The Wrong Brand of Globalism

The brand of globalism that our elites practice is wrong.

It’s wrong for us, and it’s wrong for the elites.

Of course, the elites can’t see that because they are morally blind. Money has a way of doing that.

The elites believe in an imperialist version of globalism. They see the United States and their allies in the West as the executives to the world, and they see the people in Haiti and Southeast Asia as the worker bees who will work for peanuts to make finished goods for citizens in the West.

Naturally, of course, the lion’s share of the profits will go to the rich in their walled off developments across the United States and in particular Martha’s Vineyard.

The elites and their media lackeys justify their exploitation of these have-not nations as the price they pay for “we the enlightened” bringing democracy to their otherwise destitute nations.

In reality though, we in the West make these nations destitute.

Our apparel companies like Levi’s and Nike pay workers 5 to $10 a day to make our jeans and shoes. Our agricultural companies like Cargill and ADM dump their cheap corn and rice into the exploited nations thus destroying their local agriculture.

The dictators that our elites prop up in those exploited nations through the CIA, their thug agency, ensure that this economic model is possible.

This is the only possible way for the elites to gain unbridled wealth. They wouldn’t be able to do so if they were making an honest buck.

This is how the wealthy in Britain got so wealthy in centuries past.

Those fabulous mansions that the British aristocracy lived in were paid for by the sweat of the workers in the slave plantations that Britain ran around the globe.

When the British weren’t subjugating countries like India and China, they were running slave plantations in Guyana, Jamaica and Fiji.

That’s why you can meet people of Indian extraction who come from Guyana and Fiji. The British elite tricked illiterate Hindu into becoming indentured servants via a thumbprint signature.

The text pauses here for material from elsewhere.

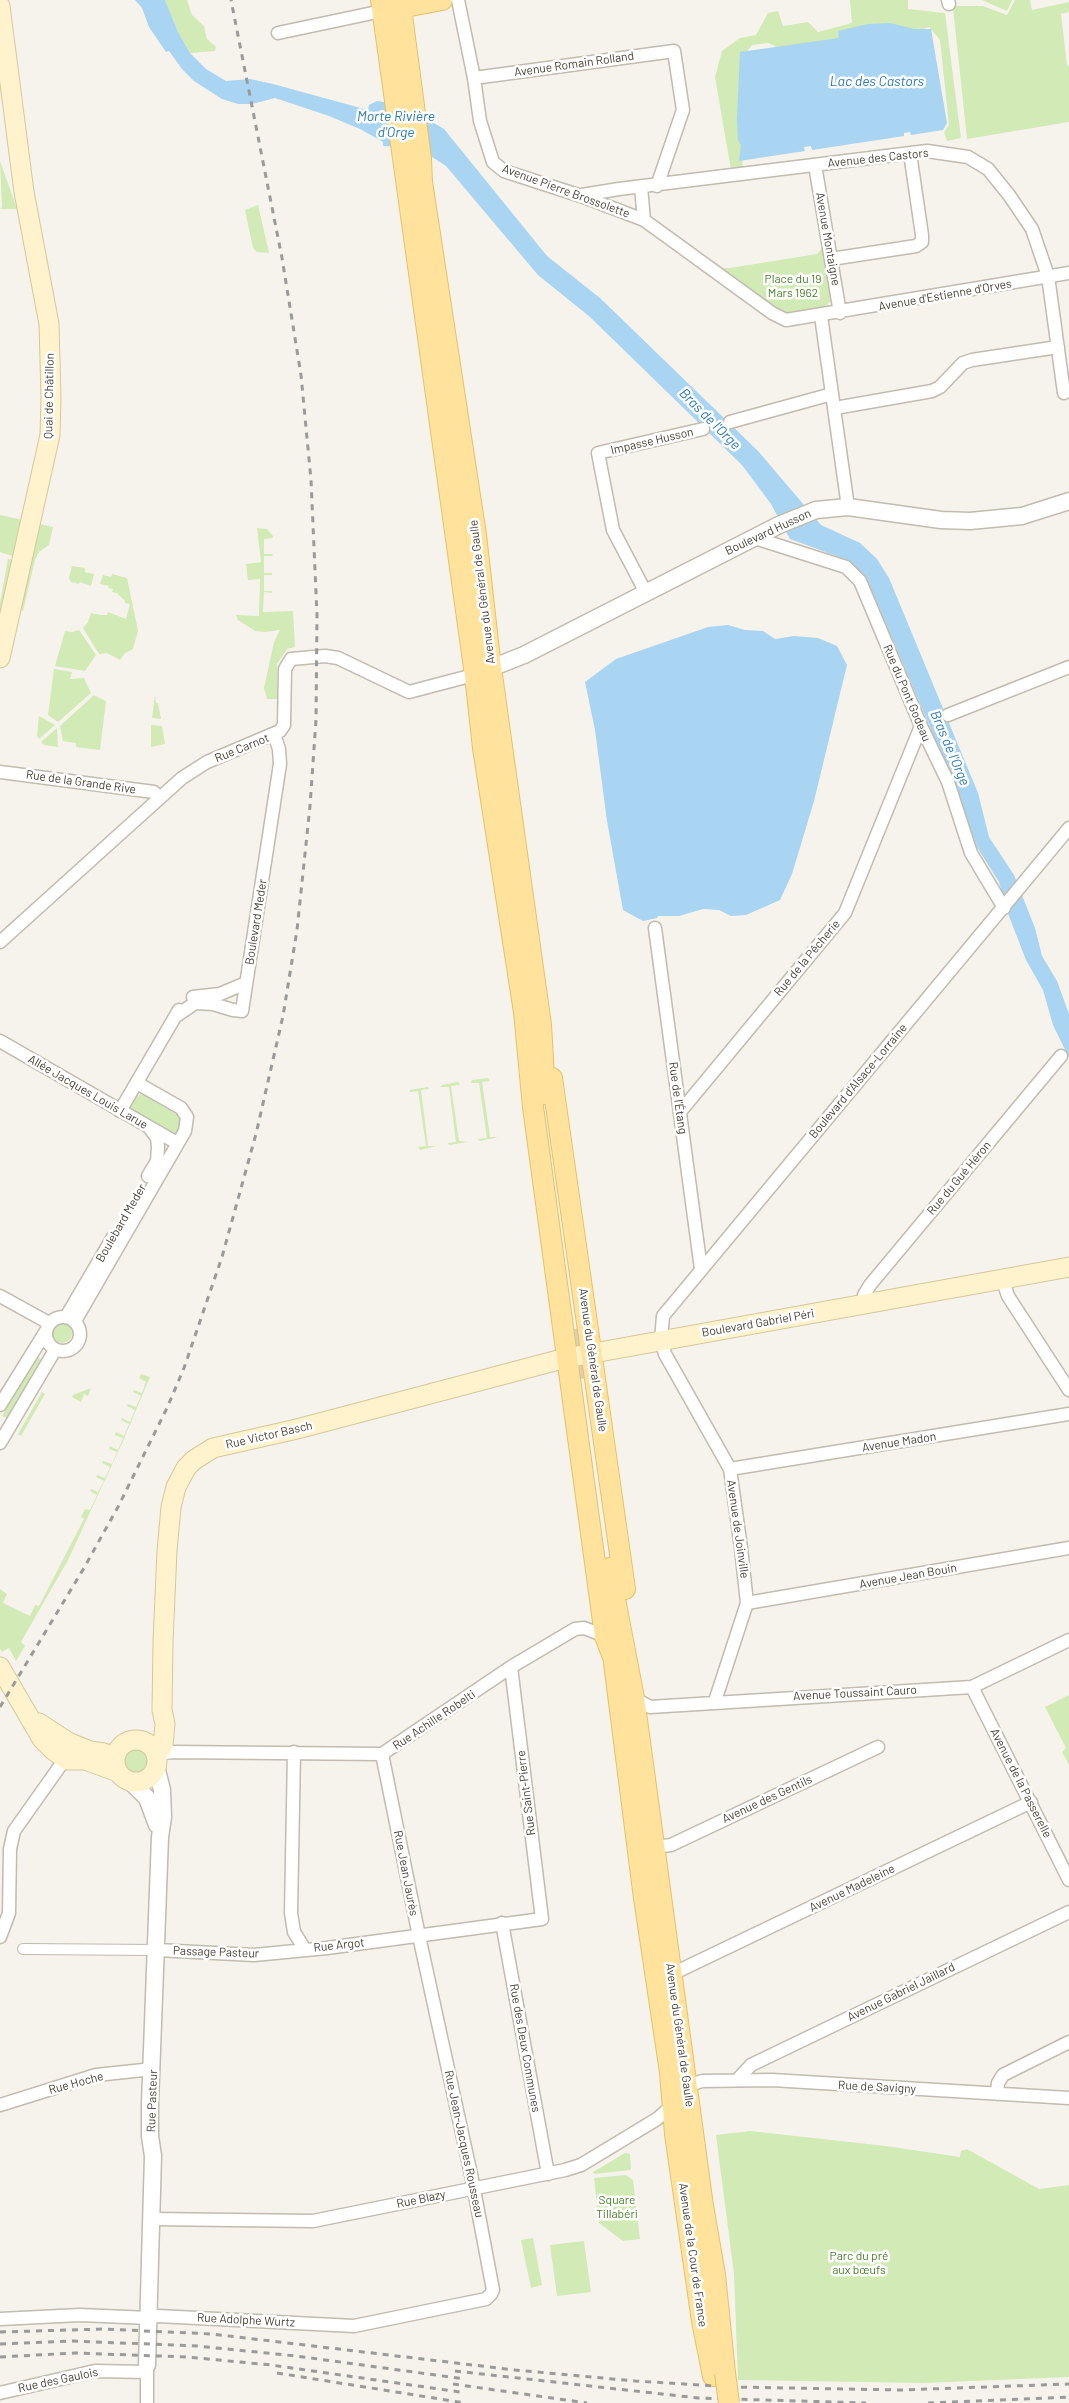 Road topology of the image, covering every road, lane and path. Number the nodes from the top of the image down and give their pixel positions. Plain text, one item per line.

When you watch films like Pride and Prejudice or Downton Abbey, and you see the fabulous mansions that Mr. Darcy and Lord Grantham owned, you are looking at stolen wealth.

Our elites here in the United States are impressed by that.

They seek to emulate the British.

But we are not British. We are Americans.

Moreover we should not be British.

We have a common language, English, but that’s it.

Our ancestors didn’t live in mansions Like those of the Lord Grantham and Mr. Darcy; on the contrary, our ancestors lived in work houses like those depicted in Oliver Twist.

This is all the more reason to walk away from Britain’s brand of imperialism.

It is Britain’s brand of imperialism that serves as the model for our modern day globalism.

It’s a wrong model. It’s a wrong vision.

The proper brand of globalism involves a sharing of wealth and productivity.

Each nation should make within reason 80% of its own goods for its own people.

In this manner, every nation can be a winner.

In the current model, exploited nations are used as slave labor camps for the rich who live on Martha’s Vineyard.

Exploited nations also serve as sanctuaries for wealthy corporations to avoid environmental and financial scrutiny.

Exploited nations also serve as pop-off valves to keep wages low in western nations.

The result is the lesser quality of life for citizens in both the exploited and exploiter nations.

The only people who win are the rich.

Free trade is really free imperialism.

It’s the wrong brand of globalism.

When we help others, we help ourselves.

When we help the people of Haiti and Southeast Asia become more prosperous, we become more prosperous.

Paradoxically our rich will live a more rewarding life. But they are too blind to see this.

Obsession with money has created this moral blindness.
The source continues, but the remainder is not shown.